Genotypying by sequencing through Ion AmpliSeq technology: a tool for genetic trait selection

Alex Chubick, 
GeneSeek

Ion AmpliSeq™ technology is a next-generation sequencing protocol that is capable of processing low concentrations of DNA (≥10 ng) to yield results that have a high coverage uniformity, reproducibility, and specificity. Through the use of Ion AmpliSeq custom panels, GeneSeek—a Neogen Corporation subsidiary—has designed a primer pool that is able to target ~4000 SNP loci which allows certain traits such as tenderness and parentage to be identified in cattle. Within this process, GeneSeek has modified the Ion AmpliSeq protocol in order to sequence at least 192 samples in one run. In order to process such a high volume of samples, GeneSeek has begun to utilize the Tecan Fluent™ in conjunction with the Ion Chef™ and Ion Proton™. In the initial data calculated by the Ion Torrent™ browser, GeneSeek observed that on average there were 80 million reads being generated per run, with each sample generating 400,000 reads. The Ion Torrent browser also provided the mean depth and on-target percentage value for each sample in a run; and GeneSeek calculated that on average, these values are equal to 80% and 94%, respectively. The preliminary data that has been collected by GeneSeek suggests that Ion AmpliSeq technology can be utilized as a vital tool for genetic trait selection in cattle.
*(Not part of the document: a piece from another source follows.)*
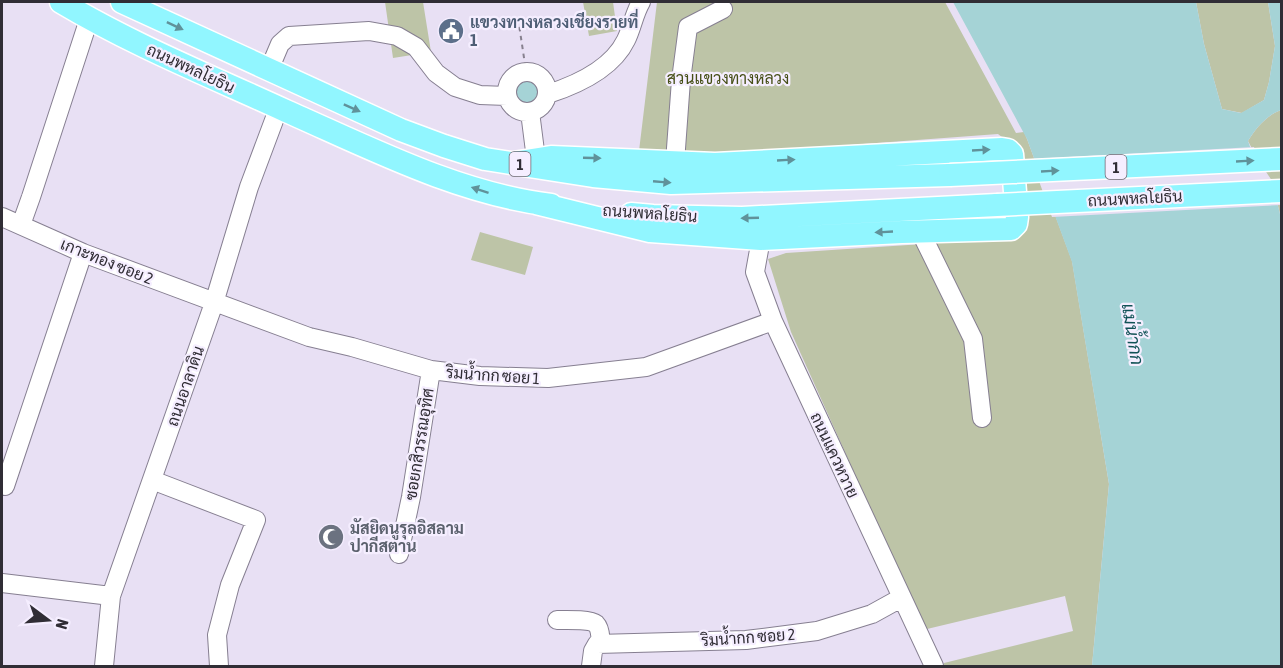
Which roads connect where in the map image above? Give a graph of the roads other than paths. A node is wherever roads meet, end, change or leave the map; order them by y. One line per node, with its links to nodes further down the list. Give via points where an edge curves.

Targeted resequencing in maize using Ion AmpliSeq technology

Tiffany Jamann,
Assistant Professor, University of Illinois at Urbana-Champaign

Cost remains a prohibitory factor in obtaining whole genome sequencing across a large number of samples. Genotyping-by-sequencing is a cost-effective alternative for obtaining a large number of markers across a large sample size, but markers are randomly distributed throughout the genome. Alternately, enrichment coupled with next-generation sequencing is a cost-effective strategy for obtaining sequence information for loci of interest across a large sample. We will present our results using Ion AmpliSeq, a system for amplicon-based enrichment coupled with semi-conductor sequencing, on a validation set consisting of maize inbred lines, hybrids and landrace accessions. We report the use of a multiplexed panel of 319 PCR assays that target 20 candidate regions for photoperiod sensitivity and require less than 25 ng of starting DNA. Enriched regions had an average sequencing depth of 105X coverage with 98.67% of bases mapping to the B73 reference genome. We were successfully able to call heterozygotes in the hybrid materials and identified novel variation in the landrace accessions. In summary, we have validated Ion AmpliSeq for genotyping diverse maize germplasm.